YOUR GOAL ->
Go line by line through the records below. Copy whichever lines contain the string "dead".

Data records:
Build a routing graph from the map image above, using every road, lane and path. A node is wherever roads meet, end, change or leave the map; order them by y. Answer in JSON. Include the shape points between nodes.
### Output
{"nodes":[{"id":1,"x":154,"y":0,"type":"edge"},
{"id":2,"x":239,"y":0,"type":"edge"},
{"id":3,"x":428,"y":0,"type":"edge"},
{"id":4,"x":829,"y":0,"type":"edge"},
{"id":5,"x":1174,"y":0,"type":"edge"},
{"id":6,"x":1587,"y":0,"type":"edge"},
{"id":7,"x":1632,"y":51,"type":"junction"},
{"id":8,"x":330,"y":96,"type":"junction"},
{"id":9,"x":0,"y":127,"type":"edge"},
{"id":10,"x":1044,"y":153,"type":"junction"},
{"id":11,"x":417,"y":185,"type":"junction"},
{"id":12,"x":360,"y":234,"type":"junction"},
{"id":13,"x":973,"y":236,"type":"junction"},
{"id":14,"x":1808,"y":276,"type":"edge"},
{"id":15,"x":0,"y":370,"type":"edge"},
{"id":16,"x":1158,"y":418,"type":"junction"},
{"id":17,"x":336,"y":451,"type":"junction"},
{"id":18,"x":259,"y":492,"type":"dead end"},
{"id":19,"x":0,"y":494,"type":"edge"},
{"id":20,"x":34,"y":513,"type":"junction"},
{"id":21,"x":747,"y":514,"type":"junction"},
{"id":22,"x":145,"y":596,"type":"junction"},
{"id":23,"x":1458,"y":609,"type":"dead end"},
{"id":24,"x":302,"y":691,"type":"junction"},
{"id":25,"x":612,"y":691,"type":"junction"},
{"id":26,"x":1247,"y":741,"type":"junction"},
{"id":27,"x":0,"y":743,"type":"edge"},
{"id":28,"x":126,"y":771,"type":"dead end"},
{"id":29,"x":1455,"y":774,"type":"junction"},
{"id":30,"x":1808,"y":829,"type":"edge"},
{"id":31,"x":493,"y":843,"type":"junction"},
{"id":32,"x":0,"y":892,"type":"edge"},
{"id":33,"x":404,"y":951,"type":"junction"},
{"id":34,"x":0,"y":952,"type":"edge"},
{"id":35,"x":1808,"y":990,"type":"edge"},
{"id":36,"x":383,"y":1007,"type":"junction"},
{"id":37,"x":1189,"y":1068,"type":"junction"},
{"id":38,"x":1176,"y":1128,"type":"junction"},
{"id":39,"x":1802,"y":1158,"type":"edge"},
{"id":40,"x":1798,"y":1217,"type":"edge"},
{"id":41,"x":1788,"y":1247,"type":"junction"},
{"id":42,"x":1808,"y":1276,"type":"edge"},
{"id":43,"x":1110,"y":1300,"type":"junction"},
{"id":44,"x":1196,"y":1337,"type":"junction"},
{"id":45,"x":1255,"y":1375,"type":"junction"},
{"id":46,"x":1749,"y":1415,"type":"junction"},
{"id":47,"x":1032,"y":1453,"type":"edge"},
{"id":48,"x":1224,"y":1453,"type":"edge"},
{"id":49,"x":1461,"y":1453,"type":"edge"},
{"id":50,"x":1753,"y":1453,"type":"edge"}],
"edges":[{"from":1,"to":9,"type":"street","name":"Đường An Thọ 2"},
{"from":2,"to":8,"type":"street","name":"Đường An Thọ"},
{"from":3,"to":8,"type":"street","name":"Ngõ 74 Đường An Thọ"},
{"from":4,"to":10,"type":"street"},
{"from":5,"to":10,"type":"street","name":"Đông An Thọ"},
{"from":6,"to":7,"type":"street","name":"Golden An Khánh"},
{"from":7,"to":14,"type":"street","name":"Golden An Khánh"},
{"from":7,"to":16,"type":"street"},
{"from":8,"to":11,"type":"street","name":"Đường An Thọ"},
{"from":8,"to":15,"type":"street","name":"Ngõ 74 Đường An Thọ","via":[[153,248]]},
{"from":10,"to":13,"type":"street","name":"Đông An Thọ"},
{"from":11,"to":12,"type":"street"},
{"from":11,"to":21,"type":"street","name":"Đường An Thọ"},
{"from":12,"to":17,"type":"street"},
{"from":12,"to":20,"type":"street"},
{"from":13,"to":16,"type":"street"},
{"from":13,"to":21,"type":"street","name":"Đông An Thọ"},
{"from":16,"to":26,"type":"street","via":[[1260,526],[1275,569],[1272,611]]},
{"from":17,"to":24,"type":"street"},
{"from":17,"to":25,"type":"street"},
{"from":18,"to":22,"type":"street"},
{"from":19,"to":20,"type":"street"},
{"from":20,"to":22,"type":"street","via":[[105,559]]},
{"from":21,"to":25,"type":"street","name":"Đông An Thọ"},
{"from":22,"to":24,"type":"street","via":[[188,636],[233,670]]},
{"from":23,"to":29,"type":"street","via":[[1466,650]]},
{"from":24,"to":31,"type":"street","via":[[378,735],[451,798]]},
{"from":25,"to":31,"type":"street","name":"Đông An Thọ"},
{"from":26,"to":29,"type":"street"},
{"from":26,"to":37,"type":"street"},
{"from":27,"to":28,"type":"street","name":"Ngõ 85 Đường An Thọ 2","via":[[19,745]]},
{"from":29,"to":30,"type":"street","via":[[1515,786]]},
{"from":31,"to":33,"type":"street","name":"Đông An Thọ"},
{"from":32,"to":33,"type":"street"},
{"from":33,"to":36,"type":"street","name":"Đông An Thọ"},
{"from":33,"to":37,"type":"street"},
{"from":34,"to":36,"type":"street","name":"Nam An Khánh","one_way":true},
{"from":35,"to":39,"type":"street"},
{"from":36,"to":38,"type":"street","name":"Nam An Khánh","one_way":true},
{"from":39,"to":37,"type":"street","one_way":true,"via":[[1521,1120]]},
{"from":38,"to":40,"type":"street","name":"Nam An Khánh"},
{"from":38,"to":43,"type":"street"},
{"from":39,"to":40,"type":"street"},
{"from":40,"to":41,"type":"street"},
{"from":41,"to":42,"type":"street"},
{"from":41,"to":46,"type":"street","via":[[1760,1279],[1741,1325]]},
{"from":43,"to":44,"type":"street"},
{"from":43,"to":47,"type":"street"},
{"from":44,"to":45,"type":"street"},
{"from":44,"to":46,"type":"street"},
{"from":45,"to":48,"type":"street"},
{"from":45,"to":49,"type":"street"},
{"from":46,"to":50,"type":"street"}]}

REPLY TO THE TASK ->
{"id":18,"x":259,"y":492,"type":"dead end"},
{"id":23,"x":1458,"y":609,"type":"dead end"},
{"id":28,"x":126,"y":771,"type":"dead end"},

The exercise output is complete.